> DATA FOR THIS TASK:
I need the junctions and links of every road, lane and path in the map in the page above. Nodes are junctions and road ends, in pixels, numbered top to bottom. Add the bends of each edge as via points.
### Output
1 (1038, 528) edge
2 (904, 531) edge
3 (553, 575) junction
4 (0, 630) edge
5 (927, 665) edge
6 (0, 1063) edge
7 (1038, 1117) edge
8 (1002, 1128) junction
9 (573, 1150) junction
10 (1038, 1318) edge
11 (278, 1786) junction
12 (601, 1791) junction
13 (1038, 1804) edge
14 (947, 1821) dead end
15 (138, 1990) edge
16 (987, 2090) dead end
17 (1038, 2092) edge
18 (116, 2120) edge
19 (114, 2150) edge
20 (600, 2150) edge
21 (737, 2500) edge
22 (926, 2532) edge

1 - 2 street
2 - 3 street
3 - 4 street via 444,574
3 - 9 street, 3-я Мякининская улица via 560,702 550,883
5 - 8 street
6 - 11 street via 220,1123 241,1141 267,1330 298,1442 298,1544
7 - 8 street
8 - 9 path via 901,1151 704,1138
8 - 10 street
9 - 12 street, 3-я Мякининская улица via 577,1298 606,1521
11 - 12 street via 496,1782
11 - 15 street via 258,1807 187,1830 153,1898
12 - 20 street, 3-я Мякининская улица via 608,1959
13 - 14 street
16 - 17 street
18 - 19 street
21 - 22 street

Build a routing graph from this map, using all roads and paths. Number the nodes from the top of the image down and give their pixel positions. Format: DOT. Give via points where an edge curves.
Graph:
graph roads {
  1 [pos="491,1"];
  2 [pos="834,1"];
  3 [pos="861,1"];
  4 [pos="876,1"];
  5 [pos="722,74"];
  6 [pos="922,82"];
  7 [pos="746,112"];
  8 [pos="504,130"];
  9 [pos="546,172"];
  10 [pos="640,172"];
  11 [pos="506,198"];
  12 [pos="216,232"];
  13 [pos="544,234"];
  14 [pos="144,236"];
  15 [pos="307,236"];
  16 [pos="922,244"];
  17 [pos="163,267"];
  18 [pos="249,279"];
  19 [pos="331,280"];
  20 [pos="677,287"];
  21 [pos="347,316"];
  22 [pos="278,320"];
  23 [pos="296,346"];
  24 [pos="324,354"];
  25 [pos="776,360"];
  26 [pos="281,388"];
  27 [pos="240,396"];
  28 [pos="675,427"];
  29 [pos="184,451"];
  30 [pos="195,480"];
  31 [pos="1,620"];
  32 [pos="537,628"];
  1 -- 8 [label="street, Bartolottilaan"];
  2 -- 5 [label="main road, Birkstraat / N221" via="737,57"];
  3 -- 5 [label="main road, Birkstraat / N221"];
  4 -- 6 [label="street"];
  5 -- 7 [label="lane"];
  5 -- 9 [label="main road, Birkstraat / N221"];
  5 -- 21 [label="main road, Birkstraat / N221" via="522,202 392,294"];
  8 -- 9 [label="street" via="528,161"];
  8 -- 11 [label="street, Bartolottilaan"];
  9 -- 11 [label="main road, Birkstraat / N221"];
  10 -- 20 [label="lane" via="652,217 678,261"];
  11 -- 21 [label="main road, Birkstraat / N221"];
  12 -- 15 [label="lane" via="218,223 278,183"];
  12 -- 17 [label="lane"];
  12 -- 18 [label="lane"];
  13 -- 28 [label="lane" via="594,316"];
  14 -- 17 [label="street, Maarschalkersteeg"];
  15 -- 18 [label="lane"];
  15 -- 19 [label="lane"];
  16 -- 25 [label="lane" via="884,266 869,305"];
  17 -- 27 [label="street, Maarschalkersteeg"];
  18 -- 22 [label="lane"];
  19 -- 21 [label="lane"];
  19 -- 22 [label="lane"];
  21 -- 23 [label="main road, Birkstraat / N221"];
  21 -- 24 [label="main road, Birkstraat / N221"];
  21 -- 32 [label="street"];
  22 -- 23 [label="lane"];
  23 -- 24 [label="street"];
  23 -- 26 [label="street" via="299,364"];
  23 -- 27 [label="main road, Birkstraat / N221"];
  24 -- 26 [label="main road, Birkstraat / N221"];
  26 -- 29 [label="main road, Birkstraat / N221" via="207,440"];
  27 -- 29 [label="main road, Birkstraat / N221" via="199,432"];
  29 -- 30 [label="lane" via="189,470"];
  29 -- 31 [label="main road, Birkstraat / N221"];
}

> TASK STATEMENT: Once you have found every line above holding the word "Bartolottilaan", copy those lines.

> YOUR SOLUTION:
  1 -- 8 [label="street, Bartolottilaan"];
  8 -- 11 [label="street, Bartolottilaan"];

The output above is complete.